What the exercise asks - Copy, from the data below, each line that has the word "rrect".

Records drawn from a dataset:
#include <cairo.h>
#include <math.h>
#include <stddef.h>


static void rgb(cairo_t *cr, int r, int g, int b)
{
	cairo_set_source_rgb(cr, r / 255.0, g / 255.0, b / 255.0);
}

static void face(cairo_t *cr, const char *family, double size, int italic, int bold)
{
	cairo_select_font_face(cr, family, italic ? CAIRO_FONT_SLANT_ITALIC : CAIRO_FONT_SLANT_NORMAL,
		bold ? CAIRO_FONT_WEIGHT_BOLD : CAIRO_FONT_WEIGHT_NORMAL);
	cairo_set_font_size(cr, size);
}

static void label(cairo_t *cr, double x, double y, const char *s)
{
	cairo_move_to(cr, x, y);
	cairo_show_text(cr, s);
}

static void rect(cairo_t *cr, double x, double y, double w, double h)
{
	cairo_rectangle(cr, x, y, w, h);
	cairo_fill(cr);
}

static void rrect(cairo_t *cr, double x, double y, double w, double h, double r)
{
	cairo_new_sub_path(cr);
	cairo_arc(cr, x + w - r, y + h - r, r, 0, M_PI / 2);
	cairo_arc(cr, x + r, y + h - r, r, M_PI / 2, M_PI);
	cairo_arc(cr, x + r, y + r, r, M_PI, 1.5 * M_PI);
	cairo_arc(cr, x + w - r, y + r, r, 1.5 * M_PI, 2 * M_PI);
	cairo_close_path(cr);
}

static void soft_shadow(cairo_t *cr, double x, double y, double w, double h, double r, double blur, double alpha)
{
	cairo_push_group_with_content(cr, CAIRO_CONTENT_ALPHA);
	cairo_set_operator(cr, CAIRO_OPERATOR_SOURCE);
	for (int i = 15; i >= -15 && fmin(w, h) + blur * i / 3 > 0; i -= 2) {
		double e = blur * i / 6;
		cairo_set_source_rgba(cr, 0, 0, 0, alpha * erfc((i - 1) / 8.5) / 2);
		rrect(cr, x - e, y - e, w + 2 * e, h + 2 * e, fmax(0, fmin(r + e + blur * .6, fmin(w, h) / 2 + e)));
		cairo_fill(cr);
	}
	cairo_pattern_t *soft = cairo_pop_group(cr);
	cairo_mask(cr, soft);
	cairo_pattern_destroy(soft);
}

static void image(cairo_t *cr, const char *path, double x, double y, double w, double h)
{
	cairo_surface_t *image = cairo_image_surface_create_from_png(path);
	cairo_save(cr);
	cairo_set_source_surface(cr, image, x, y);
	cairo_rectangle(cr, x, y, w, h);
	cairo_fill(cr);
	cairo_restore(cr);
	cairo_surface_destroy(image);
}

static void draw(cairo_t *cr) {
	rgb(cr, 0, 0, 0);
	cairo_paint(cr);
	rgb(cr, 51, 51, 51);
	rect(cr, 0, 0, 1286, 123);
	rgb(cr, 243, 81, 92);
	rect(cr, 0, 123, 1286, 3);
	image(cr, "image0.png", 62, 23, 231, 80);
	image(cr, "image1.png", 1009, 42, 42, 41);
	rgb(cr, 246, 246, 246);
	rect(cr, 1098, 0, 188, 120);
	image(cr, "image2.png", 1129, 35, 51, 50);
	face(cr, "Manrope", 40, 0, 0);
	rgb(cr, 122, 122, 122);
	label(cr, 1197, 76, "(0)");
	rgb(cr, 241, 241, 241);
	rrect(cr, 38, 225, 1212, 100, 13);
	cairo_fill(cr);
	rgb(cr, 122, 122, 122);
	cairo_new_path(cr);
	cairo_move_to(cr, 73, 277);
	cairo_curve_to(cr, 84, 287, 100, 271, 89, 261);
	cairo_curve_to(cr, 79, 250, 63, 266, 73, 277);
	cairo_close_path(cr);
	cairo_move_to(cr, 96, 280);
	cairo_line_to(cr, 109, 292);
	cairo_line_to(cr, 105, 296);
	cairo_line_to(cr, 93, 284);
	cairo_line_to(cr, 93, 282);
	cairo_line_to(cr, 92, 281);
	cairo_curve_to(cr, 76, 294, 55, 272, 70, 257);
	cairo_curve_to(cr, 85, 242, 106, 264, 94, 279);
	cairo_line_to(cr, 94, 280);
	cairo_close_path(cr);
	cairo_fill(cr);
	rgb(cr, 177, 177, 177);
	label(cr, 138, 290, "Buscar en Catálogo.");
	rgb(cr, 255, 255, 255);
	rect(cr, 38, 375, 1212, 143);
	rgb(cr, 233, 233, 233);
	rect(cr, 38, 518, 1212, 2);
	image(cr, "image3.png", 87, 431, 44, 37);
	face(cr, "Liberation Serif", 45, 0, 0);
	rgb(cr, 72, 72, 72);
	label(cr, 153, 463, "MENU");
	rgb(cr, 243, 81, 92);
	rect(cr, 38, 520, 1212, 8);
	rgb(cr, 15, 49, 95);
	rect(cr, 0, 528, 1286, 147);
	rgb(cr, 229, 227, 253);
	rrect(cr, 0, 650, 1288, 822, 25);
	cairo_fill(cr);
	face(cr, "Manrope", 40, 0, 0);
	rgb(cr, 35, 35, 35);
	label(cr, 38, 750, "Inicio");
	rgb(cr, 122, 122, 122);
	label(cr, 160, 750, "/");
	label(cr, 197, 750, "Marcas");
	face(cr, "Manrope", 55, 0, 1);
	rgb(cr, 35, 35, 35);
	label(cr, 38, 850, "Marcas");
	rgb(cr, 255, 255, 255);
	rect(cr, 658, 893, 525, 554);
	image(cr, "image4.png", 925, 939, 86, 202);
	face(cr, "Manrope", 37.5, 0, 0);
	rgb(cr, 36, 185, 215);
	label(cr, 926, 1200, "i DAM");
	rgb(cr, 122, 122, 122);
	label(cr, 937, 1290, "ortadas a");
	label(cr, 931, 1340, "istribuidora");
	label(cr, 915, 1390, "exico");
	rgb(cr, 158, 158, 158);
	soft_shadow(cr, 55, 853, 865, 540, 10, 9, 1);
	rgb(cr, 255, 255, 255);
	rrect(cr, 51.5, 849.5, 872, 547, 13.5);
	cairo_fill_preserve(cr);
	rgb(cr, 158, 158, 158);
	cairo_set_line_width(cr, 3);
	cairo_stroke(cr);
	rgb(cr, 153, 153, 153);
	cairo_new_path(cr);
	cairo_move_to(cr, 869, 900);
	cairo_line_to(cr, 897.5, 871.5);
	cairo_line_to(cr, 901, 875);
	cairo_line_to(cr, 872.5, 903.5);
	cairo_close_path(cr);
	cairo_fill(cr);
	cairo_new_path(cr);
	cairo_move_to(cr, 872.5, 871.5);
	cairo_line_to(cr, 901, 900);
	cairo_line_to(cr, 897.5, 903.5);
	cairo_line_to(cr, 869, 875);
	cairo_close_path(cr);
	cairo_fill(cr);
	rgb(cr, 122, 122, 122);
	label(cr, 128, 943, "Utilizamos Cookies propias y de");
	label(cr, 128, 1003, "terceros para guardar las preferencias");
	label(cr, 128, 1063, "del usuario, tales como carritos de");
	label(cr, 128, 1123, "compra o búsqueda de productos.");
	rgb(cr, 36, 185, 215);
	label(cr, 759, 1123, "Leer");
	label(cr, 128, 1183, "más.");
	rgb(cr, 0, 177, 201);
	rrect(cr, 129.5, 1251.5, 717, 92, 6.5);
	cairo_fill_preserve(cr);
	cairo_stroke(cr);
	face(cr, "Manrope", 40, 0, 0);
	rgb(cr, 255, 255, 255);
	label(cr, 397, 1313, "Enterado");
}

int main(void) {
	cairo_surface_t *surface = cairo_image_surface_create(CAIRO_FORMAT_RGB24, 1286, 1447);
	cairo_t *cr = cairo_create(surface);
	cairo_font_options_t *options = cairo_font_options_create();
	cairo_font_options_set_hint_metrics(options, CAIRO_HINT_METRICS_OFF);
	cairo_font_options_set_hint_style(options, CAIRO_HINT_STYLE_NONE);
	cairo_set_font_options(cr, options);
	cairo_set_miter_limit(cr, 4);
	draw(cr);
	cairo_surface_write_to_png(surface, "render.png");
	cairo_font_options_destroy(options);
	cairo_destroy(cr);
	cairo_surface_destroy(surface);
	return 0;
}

Your response -
static void rrect(cairo_t *cr, double x, double y, double w, double h, double r)
		rrect(cr, x - e, y - e, w + 2 * e, h + 2 * e, fmax(0, fmin(r + e + blur * .6, fmin(w, h) / 2 + e)));
	rrect(cr, 38, 225, 1212, 100, 13);
	rrect(cr, 0, 650, 1288, 822, 25);
	rrect(cr, 51.5, 849.5, 872, 547, 13.5);
	rrect(cr, 129.5, 1251.5, 717, 92, 6.5);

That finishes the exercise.